One of my favorite places!

Generation usually dictates where and how to fish. My most consistent action was around Buffalo City. Even during high flows there was a place to hide and catch fish. Winter time is also the time of the shad kill. Those take place below Bull Shoals and the Norfork Dams.

It's nothing like the AuSable. Think the Mo times 3-5. Motoring up-stream in a drifter is a slow go if they're generating. Luckily generation times are posted in advance. 

Bows, browns and cutbows. 

This is a good place to gather info

https://www.tapatalk.com/groups/flyfishingarkansasandmissouri/


----------



## cordesr1 (Jan 17, 2014)

Thanks shoeman,

How is river access? I'm pretty accustom to floating Mio to McKinely and Croton to Henning so as long as there's access like those pieces were good.

I'm assuming places like dally's spots cars just like hotels and fly shops do up here? 

Thanks,

RC


----------



## Shoeman (Aug 26, 2000)

River access is awesome!

We only had a spotter once. Usually we had 2 boats and spotted each other. After that I used my riverboat. (you'll see plenty of those down there) 

If there's generation you will cover some serious distance. Like from Bull Shoals Dam to the next take out is 7 miles and can be covered in just a few hours. Anchoring might not be an option. Most just drag a chain to slow you down.

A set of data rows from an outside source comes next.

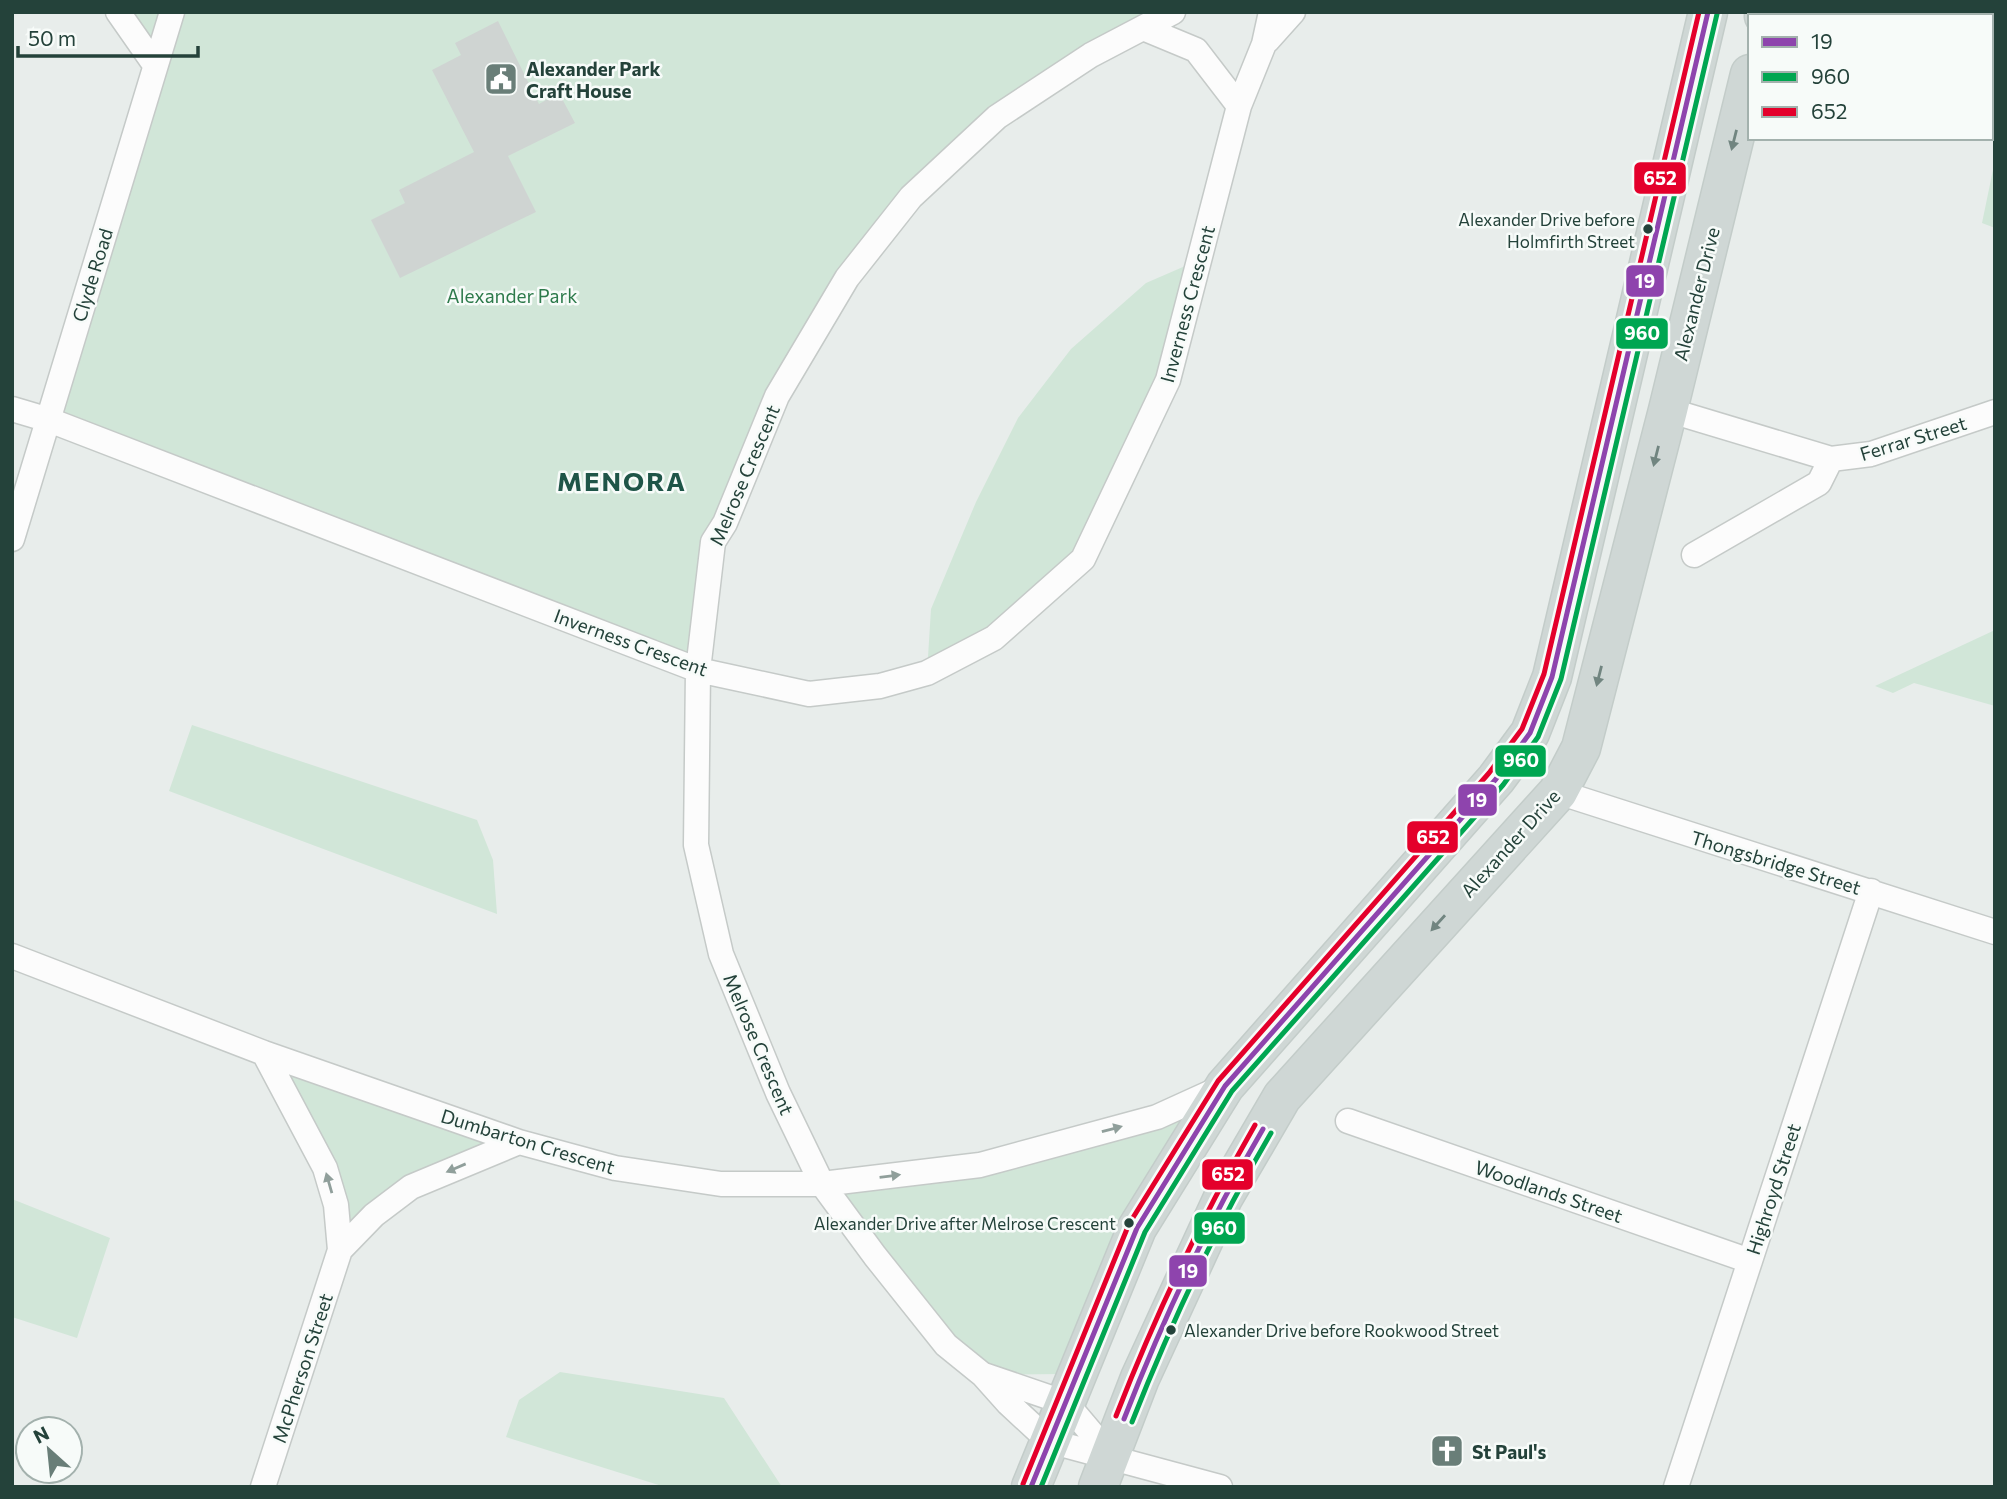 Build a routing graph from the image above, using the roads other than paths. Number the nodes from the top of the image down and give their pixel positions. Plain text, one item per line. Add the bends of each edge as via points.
1 (118, 12) edge
2 (172, 12) edge
3 (1173, 12) edge
4 (1271, 12) edge
5 (1293, 12) edge
6 (1708, 12) edge
7 (1143, 29) junction
8 (1264, 44) junction
9 (155, 65) junction
10 (1748, 82) edge
11 (1239, 106) junction
12 (12, 409) edge
13 (1668, 410) junction
14 (1995, 412) edge
15 (49, 420) junction
16 (1831, 459) junction
17 (12, 539) edge
18 (1694, 555) dead end
19 (698, 670) junction
20 (1558, 792) junction
21 (1871, 891) junction
22 (1995, 932) edge
23 (12, 956) edge
24 (264, 1053) junction
25 (1225, 1086) junction
26 (1348, 1121) dead end
27 (519, 1142) junction
28 (822, 1184) junction
29 (341, 1250) junction
30 (1750, 1261) junction
31 (983, 1375) junction
32 (1066, 1403) junction
33 (1049, 1441) junction
34 (1104, 1471) edge
35 (263, 1487) edge
36 (1031, 1487) edge
37 (1220, 1487) edge
38 (1676, 1487) edge

1 - 9 street
2 - 9 street, Clyde Road
3 - 7 street, Melrose Crescent
4 - 8 street, Inverness Crescent
5 - 8 street
6 - 25 main road via 1552,677 1530,733 1496,779
7 - 11 street via 1196,50
7 - 19 street, Melrose Crescent via 1091,55 998,117 911,197 847,278 777,396 713,542
8 - 11 street, Inverness Crescent
9 - 15 street, Clyde Road
10 -> 13 main road, Alexander Drive
11 - 19 street, Inverness Crescent via 1168,380 1083,559 994,638 927,673 880,686 809,694
12 - 15 street, Inverness Crescent
13 - 16 street, Ferrar Street
13 -> 20 main road, Alexander Drive via 1581,748
14 - 16 street, Ferrar Street via 1871,454
15 - 17 street, Clyde Road
15 - 19 street, Inverness Crescent
16 - 18 street via 1819,483
19 - 28 street, Melrose Crescent via 696,845 721,954 778,1093
20 - 21 street, Thongsbridge Street
20 -> 34 main road, Alexander Drive via 1282,1097 1223,1198 1140,1378
21 - 22 street, Thongsbridge Street
21 - 30 street, Highroyd Street
23 - 24 street, Dumbarton Crescent
24 - 27 street, Dumbarton Crescent
29 -> 24 street, McPherson Street via 336,1205 325,1168
28 -> 25 street, Dumbarton Crescent via 980,1165 1157,1116
25 - 32 main road via 1137,1228
26 - 30 street, Woodlands Street
27 - 28 street, Dumbarton Crescent via 615,1168 721,1184
27 -> 29 street, McPherson Street via 411,1187 374,1215
28 - 31 street, Melrose Crescent via 946,1345
29 - 35 street, McPherson Street
30 - 38 street, Highroyd Street
31 - 32 street, Melrose Crescent
31 - 33 street, Melrose Crescent
32 - 33 main road
32 - 34 street
33 - 34 street
33 - 36 main road
34 - 37 street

http://www.cottertroutdock.com/mobi_BullShoalsTailwaterMap.pdf


----------



## Wreaking Havoc (Dec 1, 2013)

Fished the white below Bull Shoals dam lots in February. Some of the best trout fishing I have ever seen. If the water is low look for logs in the river. Some monsters will be nearby. Seen a brown last year that looked like a salmon. Maybe 20lbs.


----------



## JJJSDAD (May 16, 2007)

Wreaking Havoc said:


> Fished the white below Bull Shoals dam lots in February. Some of the best trout fishing I have ever seen. If the water is low look for logs in the river. Some monsters will be nearby. Seen a brown last year that looked like a salmon. Maybe 20lbs.


----------



## JJJSDAD (May 16, 2007)

Access points Dam both sides, State Park, White hole,Wildcat Shoals, down town Cotter, Rim Shoals. Norfork at dam take out at confluence of white and Norfolk. Better fishing depending on generation above Cotter big boys hang out. 10,000 cfs to 14,000 cfs big boys hold the banks no anchoring or drag chain then. Full sinking line time. i don't think your chuck and duck will work there you can always try, never hurts to experiment. Dam are opens up February 1,2019. Go to Dally's fly shop site has river information and name of car spotters. Blue Hernon RV & Campground on river @ highway 62 bridge might have housing you might be interested in.


----------